Exercise: Scan the data below and pick out the lines containing the word "Sheridan".

(Saved entries)
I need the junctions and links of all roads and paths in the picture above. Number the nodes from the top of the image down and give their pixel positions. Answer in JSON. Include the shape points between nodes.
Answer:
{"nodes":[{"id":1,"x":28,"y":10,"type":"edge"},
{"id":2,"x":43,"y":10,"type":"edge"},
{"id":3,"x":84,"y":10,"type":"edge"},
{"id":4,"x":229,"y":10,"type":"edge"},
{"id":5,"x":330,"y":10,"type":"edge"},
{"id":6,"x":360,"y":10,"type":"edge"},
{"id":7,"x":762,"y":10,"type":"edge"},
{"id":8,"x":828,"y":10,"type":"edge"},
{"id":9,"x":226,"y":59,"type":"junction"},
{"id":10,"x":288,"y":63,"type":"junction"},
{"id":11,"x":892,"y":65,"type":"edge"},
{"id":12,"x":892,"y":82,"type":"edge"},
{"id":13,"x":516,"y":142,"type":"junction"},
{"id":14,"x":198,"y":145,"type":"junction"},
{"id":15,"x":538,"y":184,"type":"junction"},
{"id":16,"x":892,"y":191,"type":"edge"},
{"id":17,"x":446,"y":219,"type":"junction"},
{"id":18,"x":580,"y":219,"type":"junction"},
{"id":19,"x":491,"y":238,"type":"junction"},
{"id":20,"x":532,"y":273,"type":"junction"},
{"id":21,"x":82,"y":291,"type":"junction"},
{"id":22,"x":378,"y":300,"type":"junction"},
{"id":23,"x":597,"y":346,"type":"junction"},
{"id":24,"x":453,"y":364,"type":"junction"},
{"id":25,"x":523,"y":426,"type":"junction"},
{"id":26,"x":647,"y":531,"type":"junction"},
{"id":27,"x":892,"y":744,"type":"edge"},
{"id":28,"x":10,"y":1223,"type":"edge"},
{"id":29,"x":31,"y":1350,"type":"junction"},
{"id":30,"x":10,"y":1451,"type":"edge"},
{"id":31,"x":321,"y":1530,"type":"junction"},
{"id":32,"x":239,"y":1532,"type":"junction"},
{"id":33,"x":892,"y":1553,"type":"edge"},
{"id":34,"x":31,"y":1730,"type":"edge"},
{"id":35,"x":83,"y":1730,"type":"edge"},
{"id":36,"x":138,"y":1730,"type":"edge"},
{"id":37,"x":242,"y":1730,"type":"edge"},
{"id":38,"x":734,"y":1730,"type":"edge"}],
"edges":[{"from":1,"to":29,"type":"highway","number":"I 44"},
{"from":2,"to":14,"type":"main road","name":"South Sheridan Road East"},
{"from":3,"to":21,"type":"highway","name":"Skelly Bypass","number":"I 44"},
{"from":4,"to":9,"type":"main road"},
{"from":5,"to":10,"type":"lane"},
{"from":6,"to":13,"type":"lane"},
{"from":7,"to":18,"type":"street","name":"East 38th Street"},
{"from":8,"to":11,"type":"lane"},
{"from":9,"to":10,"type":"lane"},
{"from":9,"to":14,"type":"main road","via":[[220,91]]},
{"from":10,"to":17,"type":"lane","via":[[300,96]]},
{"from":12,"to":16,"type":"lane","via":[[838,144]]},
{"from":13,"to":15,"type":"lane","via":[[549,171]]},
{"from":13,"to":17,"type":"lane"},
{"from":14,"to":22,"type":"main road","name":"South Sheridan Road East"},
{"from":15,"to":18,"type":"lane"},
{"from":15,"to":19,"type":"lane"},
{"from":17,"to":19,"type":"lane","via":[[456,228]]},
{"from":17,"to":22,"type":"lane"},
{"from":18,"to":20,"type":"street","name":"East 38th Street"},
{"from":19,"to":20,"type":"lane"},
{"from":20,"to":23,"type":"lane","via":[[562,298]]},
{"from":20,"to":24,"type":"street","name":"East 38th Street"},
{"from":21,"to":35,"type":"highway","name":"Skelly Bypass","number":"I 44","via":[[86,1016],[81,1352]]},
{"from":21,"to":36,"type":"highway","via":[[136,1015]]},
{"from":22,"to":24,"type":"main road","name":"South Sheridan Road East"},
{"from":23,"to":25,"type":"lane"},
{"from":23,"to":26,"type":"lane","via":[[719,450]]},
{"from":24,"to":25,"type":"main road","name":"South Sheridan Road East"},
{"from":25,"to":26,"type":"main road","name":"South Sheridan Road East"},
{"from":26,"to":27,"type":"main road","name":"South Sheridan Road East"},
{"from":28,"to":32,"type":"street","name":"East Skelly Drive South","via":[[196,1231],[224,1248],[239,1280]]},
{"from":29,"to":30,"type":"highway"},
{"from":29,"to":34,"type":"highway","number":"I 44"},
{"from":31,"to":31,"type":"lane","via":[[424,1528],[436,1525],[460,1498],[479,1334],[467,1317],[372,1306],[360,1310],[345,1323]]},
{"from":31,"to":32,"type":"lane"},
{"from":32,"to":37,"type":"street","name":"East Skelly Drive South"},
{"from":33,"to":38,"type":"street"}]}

Solution:
{"from":2,"to":14,"type":"main road","name":"South Sheridan Road East"},
{"from":14,"to":22,"type":"main road","name":"South Sheridan Road East"},
{"from":22,"to":24,"type":"main road","name":"South Sheridan Road East"},
{"from":24,"to":25,"type":"main road","name":"South Sheridan Road East"},
{"from":25,"to":26,"type":"main road","name":"South Sheridan Road East"},
{"from":26,"to":27,"type":"main road","name":"South Sheridan Road East"},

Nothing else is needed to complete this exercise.